Florida lawmakers late Friday passed legislation that would require police, hotel employees and massage-parlor workers to get training in how to recognize signs of human trafficking.
The push to crack down on human trafficking received overwhelming support in the House and Senate. The bill (HB 851) now heads to Gov. Ron DeSantis. “A lot of people want to believe that this is a problem that happens in other countries and other places, but this is something that is happening, and it is very real, right here in our state,” said Sen. Lauren Book, a Plantation Democrat who sponsored the bill in the Senate.
The bill would create a Prostitution Public Database, which would include criminal-history records of people convicted of soliciting prostitution in the state. As lawmakers considered the bill during the legislative session, it drew backlash from some women who identified themselves as “consensual sex workers.”
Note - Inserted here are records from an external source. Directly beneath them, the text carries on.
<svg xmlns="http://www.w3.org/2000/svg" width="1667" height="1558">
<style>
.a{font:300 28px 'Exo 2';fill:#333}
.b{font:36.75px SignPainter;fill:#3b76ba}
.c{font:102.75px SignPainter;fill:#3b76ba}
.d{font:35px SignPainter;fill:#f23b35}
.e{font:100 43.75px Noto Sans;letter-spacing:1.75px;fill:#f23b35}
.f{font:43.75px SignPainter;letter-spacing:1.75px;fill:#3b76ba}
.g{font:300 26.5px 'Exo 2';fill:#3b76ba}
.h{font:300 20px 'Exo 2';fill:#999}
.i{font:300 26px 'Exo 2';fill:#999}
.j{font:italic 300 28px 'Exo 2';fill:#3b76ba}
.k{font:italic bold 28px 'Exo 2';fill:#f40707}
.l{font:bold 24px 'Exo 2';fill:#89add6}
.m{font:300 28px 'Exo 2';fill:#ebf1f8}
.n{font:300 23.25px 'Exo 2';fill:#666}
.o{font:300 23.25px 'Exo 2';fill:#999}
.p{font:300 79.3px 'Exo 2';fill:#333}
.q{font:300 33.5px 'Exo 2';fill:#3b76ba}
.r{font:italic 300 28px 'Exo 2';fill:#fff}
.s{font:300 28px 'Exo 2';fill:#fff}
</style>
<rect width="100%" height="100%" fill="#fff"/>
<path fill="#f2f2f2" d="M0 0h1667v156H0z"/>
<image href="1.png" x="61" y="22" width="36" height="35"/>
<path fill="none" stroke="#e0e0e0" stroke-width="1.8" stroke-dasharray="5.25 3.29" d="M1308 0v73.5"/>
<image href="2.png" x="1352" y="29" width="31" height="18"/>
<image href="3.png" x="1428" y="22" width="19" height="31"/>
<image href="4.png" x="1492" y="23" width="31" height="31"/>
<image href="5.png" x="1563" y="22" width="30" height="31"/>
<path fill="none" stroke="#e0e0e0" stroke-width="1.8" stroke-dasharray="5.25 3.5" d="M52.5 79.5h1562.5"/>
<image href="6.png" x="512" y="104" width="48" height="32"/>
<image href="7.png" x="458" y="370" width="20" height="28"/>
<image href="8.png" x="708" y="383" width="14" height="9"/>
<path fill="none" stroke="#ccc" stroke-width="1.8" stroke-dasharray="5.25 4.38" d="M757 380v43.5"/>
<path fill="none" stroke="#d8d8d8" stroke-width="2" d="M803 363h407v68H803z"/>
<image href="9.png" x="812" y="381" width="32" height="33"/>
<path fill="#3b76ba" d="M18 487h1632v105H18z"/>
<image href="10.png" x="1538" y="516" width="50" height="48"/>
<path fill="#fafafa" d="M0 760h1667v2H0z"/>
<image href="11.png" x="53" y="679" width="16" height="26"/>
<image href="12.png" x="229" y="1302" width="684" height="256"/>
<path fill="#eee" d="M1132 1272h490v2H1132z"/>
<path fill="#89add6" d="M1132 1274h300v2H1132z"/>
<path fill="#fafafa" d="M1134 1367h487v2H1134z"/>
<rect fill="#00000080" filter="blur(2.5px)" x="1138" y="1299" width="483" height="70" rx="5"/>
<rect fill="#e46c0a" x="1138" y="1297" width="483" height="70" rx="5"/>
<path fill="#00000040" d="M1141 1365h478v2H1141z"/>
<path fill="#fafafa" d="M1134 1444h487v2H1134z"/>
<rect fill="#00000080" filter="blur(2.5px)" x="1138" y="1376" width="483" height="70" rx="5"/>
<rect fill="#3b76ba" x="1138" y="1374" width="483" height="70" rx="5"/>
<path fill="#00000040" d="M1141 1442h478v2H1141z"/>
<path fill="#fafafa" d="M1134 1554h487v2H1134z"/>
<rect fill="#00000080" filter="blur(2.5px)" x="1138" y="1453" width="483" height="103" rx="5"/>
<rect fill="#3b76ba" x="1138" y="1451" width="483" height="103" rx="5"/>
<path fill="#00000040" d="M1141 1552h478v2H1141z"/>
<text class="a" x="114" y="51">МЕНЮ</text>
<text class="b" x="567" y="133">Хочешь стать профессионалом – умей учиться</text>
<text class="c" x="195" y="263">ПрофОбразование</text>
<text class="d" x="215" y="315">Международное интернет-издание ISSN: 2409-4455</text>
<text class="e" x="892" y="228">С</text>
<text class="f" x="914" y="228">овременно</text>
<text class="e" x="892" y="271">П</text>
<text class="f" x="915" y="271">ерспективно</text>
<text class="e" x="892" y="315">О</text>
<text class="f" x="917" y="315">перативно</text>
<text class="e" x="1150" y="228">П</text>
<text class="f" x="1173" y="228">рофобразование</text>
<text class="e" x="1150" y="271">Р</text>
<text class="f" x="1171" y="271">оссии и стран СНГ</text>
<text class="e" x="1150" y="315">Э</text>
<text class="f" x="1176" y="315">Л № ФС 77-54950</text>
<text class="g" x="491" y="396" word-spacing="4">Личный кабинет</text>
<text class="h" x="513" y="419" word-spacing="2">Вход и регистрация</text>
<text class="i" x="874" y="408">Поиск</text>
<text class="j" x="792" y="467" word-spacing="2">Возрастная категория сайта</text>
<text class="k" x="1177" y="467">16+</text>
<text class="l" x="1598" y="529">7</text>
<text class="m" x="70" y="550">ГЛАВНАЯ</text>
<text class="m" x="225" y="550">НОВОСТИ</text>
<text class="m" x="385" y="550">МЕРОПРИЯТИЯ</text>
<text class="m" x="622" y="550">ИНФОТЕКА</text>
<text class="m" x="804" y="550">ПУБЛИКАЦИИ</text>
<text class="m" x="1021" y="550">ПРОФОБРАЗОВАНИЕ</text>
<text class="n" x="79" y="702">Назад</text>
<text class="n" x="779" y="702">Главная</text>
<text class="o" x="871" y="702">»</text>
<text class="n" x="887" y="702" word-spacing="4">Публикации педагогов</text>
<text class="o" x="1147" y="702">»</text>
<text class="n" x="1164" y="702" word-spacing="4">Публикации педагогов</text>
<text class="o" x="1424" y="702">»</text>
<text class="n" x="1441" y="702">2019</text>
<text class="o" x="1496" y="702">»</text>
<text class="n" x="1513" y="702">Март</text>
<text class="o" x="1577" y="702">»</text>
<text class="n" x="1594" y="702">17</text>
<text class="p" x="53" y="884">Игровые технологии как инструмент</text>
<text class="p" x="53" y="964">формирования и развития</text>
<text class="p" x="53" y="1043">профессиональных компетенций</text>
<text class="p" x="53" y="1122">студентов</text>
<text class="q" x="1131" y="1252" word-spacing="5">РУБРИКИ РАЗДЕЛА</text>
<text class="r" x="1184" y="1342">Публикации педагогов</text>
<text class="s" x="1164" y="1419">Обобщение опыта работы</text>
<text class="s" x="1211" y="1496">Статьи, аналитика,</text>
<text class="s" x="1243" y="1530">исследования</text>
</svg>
They criticized the bill for putting them in danger of being reported to police as trafficking victims by hotel workers. They also opposed the bill’s creation of the database, which they argued would shame consensual sex workers too.
Book also pushed last year to train hotel employees on how to spot signs of human trafficking, but the proposal died because her bill would have allowed human trafficking victims to sue hotels that turned a blind eye to abuse.
This year, the bill eliminated the proposal for civil actions against hotels but added training for massage-parlor employees after the high-profile prostitution sting at a South Florida massage parlor that resulted in the arrest of New England Patriots owner Robert Kraft. Book said the bill was especially crucial to pass this year because Miami will host the 2020 Super Bowl, which will draw tourists from across the country.